Figure 6.

Analysis of RAB4-dependent VEGFR2 trafficking. A, assessment of surface VEGFR2 levels. HUVEC transfected with scrambled siRNA (control), scrambled siRNA and siRNA targeting RABEPS (siRABEP2), scrambled siRNA and siRNA targeting RAB4a and RAB4b (siRAB4), or siRNA targeting Rab4a, Rab4b, and RABEP2 (siRab4/siRABEP2). HUVEC were serum starved for 12 h, incubated with biotin to label surface proteins, and biotin-labeled proteins were probed for VEGFR2 (surface VEGFR2). 5% input was loaded and probed for VEGFR2 (total VEGFR2), RABEP2, and Rab4 to validate knockdown. B, HUVEC transfected with scrambled siRNA (control) and siRNA targeting RAB4a and RAB4b transcripts (siRAB4) were serum starved for 12 h and then stimulated with 50 ng/ml of VEGF-A₁₆₅ for 0, 5, or 15 min.
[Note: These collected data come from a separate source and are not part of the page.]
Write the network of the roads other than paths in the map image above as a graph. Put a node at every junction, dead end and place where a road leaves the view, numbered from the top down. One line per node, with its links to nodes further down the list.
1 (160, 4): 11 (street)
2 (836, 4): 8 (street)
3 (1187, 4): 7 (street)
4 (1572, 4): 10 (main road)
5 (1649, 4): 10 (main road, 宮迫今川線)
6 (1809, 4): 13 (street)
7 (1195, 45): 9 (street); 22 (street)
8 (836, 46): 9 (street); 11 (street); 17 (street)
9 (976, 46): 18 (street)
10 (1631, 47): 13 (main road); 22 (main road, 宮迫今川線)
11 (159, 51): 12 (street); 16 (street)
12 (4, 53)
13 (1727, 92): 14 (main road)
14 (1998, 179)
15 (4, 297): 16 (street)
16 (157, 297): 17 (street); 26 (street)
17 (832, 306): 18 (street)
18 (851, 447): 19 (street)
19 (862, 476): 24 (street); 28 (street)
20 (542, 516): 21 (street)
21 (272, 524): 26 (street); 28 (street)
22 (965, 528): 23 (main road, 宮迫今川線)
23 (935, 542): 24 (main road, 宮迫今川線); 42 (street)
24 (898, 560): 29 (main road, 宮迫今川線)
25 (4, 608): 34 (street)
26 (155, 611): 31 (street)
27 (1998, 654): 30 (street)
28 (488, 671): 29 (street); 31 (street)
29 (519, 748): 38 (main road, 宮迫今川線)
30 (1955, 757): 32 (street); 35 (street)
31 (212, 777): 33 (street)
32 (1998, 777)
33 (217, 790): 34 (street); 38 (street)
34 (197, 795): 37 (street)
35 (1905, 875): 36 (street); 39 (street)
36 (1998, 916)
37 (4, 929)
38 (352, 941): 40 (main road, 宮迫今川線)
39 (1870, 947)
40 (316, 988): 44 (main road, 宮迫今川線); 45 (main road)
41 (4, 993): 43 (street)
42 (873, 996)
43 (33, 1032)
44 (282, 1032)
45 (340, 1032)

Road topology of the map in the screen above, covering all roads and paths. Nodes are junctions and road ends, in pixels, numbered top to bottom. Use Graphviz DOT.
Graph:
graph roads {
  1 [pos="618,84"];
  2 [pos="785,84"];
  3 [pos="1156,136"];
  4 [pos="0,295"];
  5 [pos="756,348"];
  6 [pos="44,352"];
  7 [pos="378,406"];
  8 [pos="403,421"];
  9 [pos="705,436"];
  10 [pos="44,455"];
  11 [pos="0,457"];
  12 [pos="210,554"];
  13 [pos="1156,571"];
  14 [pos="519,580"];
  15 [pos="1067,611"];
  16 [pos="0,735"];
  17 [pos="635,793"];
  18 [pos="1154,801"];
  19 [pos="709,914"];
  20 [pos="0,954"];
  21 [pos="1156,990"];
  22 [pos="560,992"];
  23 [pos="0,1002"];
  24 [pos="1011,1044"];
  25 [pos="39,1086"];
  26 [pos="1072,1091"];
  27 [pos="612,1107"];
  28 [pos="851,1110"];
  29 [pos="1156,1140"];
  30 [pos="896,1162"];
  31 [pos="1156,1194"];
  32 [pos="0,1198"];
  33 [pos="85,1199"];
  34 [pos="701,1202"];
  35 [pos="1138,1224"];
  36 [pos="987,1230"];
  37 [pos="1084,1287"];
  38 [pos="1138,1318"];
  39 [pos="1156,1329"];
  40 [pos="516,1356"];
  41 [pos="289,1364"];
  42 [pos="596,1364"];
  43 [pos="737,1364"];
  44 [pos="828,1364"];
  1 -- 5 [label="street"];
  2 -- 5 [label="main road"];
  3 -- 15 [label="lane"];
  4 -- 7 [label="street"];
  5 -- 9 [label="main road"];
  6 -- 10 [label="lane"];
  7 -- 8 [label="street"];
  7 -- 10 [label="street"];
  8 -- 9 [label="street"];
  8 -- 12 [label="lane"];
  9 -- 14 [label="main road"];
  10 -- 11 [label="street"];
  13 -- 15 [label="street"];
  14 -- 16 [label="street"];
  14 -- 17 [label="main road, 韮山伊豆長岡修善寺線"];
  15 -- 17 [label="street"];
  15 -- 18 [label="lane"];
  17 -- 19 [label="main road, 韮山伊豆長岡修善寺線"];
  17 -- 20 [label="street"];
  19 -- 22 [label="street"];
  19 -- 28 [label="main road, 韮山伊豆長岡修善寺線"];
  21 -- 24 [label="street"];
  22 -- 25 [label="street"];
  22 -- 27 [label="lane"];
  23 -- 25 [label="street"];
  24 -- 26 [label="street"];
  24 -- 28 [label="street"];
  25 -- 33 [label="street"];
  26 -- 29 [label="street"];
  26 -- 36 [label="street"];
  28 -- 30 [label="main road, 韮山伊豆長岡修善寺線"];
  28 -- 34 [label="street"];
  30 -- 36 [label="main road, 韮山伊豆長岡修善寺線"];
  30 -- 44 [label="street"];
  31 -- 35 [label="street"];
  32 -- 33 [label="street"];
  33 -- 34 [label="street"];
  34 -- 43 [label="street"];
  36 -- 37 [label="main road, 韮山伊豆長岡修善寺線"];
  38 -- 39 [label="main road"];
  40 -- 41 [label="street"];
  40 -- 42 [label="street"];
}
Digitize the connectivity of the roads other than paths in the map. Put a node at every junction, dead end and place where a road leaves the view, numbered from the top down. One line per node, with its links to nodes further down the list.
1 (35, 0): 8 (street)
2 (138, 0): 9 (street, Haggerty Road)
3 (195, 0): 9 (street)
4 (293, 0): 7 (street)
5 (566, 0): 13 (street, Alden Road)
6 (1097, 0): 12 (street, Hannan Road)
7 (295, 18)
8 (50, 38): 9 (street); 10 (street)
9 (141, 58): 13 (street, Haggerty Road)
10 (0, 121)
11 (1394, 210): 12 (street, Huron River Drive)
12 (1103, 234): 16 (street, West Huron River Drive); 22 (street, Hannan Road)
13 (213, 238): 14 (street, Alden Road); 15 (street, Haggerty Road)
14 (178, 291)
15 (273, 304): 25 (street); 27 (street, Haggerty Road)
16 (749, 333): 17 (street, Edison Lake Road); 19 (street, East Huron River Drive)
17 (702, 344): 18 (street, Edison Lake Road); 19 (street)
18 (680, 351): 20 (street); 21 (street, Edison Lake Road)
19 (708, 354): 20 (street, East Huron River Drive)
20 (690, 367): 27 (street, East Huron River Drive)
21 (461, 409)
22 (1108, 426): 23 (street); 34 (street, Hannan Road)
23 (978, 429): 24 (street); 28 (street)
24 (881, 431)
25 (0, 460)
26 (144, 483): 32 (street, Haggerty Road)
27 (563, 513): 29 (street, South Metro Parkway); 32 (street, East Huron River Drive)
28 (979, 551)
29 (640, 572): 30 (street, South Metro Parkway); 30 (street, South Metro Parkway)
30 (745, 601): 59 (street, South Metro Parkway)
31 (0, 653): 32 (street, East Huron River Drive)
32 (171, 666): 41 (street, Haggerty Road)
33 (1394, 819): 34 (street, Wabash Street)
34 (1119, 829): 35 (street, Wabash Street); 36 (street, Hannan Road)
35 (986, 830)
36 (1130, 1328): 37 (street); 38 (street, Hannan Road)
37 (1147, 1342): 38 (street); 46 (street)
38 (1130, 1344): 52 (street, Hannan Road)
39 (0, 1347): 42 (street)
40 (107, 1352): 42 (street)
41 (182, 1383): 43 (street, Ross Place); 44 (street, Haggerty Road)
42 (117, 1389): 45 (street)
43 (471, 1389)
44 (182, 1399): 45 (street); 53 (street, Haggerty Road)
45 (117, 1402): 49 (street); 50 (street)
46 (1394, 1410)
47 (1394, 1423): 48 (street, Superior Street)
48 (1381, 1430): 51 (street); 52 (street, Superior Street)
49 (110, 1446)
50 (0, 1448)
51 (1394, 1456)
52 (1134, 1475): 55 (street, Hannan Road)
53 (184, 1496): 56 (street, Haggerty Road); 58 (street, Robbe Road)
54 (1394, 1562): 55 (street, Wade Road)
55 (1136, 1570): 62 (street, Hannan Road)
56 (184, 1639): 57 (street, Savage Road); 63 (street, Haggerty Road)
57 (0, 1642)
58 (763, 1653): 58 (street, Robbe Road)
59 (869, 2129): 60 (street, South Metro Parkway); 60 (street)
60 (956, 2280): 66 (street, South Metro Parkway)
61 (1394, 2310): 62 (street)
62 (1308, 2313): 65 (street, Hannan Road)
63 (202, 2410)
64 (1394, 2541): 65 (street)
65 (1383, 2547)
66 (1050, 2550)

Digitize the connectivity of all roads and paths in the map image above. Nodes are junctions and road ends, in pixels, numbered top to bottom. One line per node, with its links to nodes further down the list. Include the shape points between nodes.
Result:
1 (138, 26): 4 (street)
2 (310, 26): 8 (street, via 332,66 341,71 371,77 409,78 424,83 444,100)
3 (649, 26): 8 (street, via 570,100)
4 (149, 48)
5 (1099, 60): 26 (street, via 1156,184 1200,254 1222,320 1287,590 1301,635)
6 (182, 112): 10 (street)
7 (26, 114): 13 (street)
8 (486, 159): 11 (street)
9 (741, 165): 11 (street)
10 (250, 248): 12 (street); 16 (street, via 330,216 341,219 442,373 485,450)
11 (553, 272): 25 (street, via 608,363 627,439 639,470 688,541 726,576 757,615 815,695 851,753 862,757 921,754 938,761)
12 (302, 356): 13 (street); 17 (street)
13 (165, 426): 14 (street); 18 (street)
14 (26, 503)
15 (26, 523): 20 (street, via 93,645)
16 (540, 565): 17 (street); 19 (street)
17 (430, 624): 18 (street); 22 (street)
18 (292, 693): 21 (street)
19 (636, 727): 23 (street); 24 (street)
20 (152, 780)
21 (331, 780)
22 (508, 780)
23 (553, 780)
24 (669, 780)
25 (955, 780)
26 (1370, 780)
Lysates were collected and probed using antibodies against the tyrosine 1175 phosphorylation site of VEGFR2 (pVEGFR2 Y1175), total VEGFR2, the serine 473 phosphorylation site of AKT (pAKT S473), total AKT, phosphorylated ERK1 and -2 (pERK1/2), total ERK1 and -2 (ERK1/2), RAB4 to validate knockdown, and GAPDH as a loading control. C, quantification of pVEGFR2 (Tyr¹¹⁷⁵) normalized to total VEGFR2 levels. D, quantification of pAkt (Ser⁴⁷³) normalized to total Akt. E, quantification of pERK1/2 normalized to total ERK1/2. C–E, quantification based on 4 independent experiments (mean ± S.D., NS, not significant; *, p < 0.05).